What is expected:
Beneath this task are records; print exactly the stretch of them from the line with "await img.decode()" through the line with "ctx.fillText('Técnica', 95, 189)", both ends included.
─── Records to use
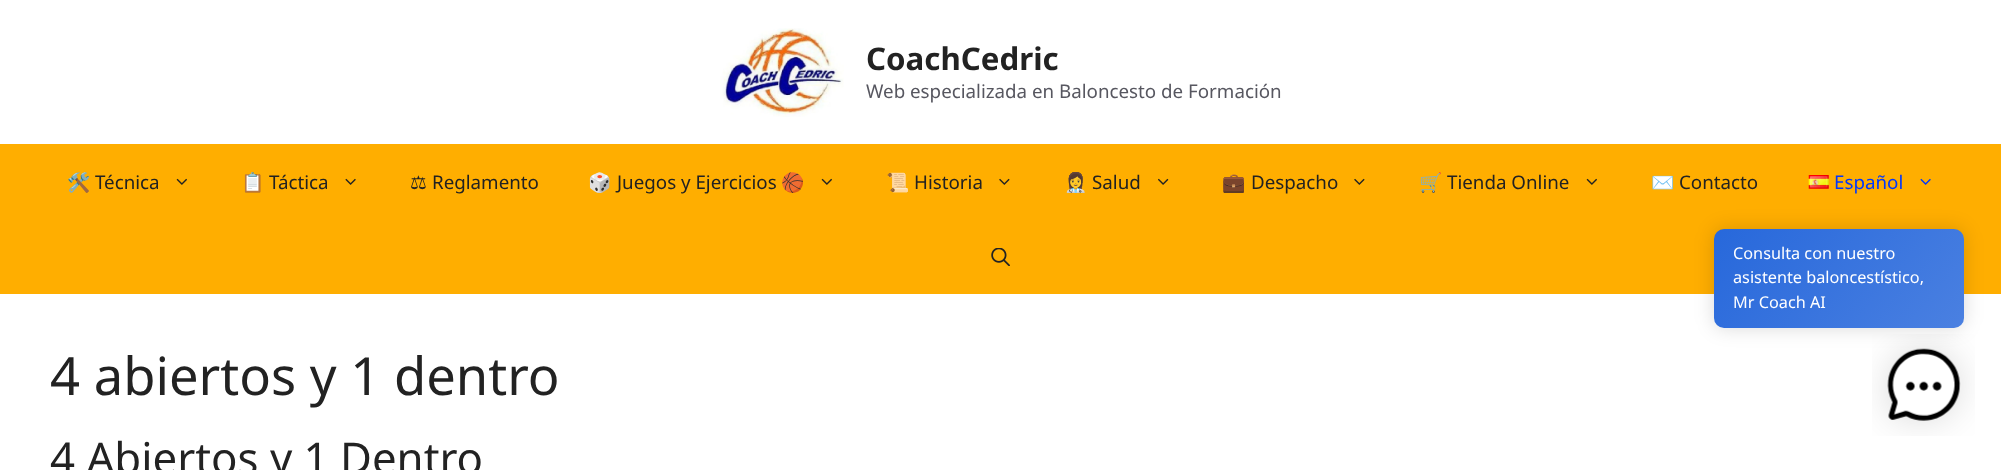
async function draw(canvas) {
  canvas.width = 2001
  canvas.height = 470
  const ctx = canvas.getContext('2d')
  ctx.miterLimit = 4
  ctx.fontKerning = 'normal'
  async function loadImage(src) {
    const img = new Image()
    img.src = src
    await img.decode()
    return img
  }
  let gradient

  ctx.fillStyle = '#ffae00'
  ctx.fillRect(0, 0, 2001, 470)
  ctx.fillStyle = '#fff'
  ctx.fillRect(0, 0, 2001, 144)
  ctx.drawImage(await loadImage('image0.png'), 720, 28, 124, 89)
  ctx.font = 'bold 31.25px Noto Sans'
  ctx.fillStyle = '#222'
  ctx.fillText('CoachCedric', 866, 70)
  ctx.font = '18.75px Noto Sans'
  ctx.fillStyle = '#575760'
  ctx.fillText('Web especializada en Baloncesto de Formación', 866, 98)
  ctx.font = '18.75px Noto Color Emoji'
  ctx.fillStyle = '#222'
  ctx.fillText('🛠️', 67, 189)
  ctx.font = '18.75px Noto Sans'
  ctx.fillText('Técnica', 95, 189)
  ctx.drawImage(await loadImage('image1.png'), 176, 178, 11, 7)
  ctx.font = '18.75px Noto Color Emoji'
  ctx.fillText('📋', 241, 189)
  ctx.font = '18.75px Noto Sans'
  ctx.fillText('Táctica', 269, 189)
  ctx.drawImage(await loadImage('image2.png'), 345, 178, 11, 7)
  ctx.font = '18.75px DejaVu Sans'
  ctx.fillText('⚖︎', 410, 189)
  ctx.font = '18.75px Noto Sans'
  ctx.fillText('Reglamento', 432, 189)
  ctx.font = '18.75px Noto Color Emoji'
  ctx.fillText('🎲', 588, 189)
  ctx.font = '18.75px Noto Sans'
  ctx.fillText('Juegos y Ejercicios', 617, 189)
  ctx.font = '18.75px Noto Color Emoji'
  ctx.fillText('🏀', 781, 189)
  ctx.drawImage(await loadImage('image1.png'), 821, 178, 11, 7)
  ctx.fillText('📜', 886, 189)
  ctx.font = '18.75px Noto Sans'
  ctx.fillText('Historia', 914, 189)
  ctx.drawImage(await loadImage('image3.png'), 999, 178, 11, 7)
  ctx.font = '18.75px Noto Color Emoji'
  ctx.fillText('👩‍⚕️', 1064, 189)
  ctx.font = '18.75px Noto Sans'
  ctx.fillText('Salud', 1092, 189)
  ctx.drawImage(await loadImage('image4.png'), 1158, 178, 11, 7)
  ctx.font = '18.75px Noto Color Emoji'
  ctx.fillText('💼', 1222, 189)
  ctx.font = '18.75px Noto Sans'
  ctx.fillText('Despacho', 1251, 189)
  ctx.drawImage(await loadImage('image3.png'), 1354, 178, 11, 7)
  ctx.font = '18.75px Noto Color Emoji'
  ctx.fillText('🛒', 1419, 189)
  ctx.font = '18.75px Noto Sans'
  ctx.fillText('Tienda Online', 1447, 189)
  ctx.drawImage(await loadImage('image1.png'), 1586, 178, 11, 7)
  ctx.font = '18.75px Noto Color Emoji'
  ctx.fillText('✉️', 1651, 189)
  ctx.font = '18.75px Noto Sans'
  ctx.fillText('Contacto', 1679, 189)
  ctx.drawImage(await loadImage('image5.png'), 1808, 175, 21, 14)
  ctx.fillStyle = '#0037ff'
  ctx.fillText('Español', 1834, 189)
  ctx.drawImage(await loadImage('image6.png'), 1920, 178, 11, 7)
  ctx.drawImage(await loadImage('image7.png'), 991, 248, 19, 18)
  ctx.fillStyle = '#fff'
  ctx.fillRect(0, 294, 2001, 176)
  ctx.drawImage(await loadImage('image8.png'), 1872, 334, 103, 102)
  ctx.fillStyle = '#00000026'
  ctx.filter = 'blur(9.5px)'
  ctx.beginPath()
  ctx.roundRect(1714, 229, 250, 99, 10)
  ctx.fill()
  ctx.filter = 'none'
  gradient = ctx.createLinearGradient(1741, 196, 1936, 360)
  gradient.addColorStop(0, '#2768db')
  gradient.addColorStop(1, '#4a80e1')
  ctx.fillStyle = gradient
  ctx.beginPath()
  ctx.roundRect(1714, 229, 250, 99, 10)
  ctx.fill()
  ctx.font = '16.25px Noto Sans'
  ctx.fillStyle = '#fff'
  ctx.fillText('Consulta con nuestro', 1733, 259)
  ctx.fillText('asistente baloncestístico,', 1733, 283)
  ctx.fillText('Mr Coach AI', 1733, 308)
  ctx.font = '52.5px Noto Sans'
  ctx.fillStyle = '#222'
  ctx.fillText('4 abiertos y 1 dentro', 50, 395)
  ctx.font = '43.75px Noto Sans'
  ctx.fillText('4 Abiertos y 1 Dentro', 50, 474)
}

draw(document.querySelector('canvas'))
──────
Reply:
    await img.decode()
    return img
  }
  let gradient

  ctx.fillStyle = '#ffae00'
  ctx.fillRect(0, 0, 2001, 470)
  ctx.fillStyle = '#fff'
  ctx.fillRect(0, 0, 2001, 144)
  ctx.drawImage(await loadImage('image0.png'), 720, 28, 124, 89)
  ctx.font = 'bold 31.25px Noto Sans'
  ctx.fillStyle = '#222'
  ctx.fillText('CoachCedric', 866, 70)
  ctx.font = '18.75px Noto Sans'
  ctx.fillStyle = '#575760'
  ctx.fillText('Web especializada en Baloncesto de Formación', 866, 98)
  ctx.font = '18.75px Noto Color Emoji'
  ctx.fillStyle = '#222'
  ctx.fillText('🛠️', 67, 189)
  ctx.font = '18.75px Noto Sans'
  ctx.fillText('Técnica', 95, 189)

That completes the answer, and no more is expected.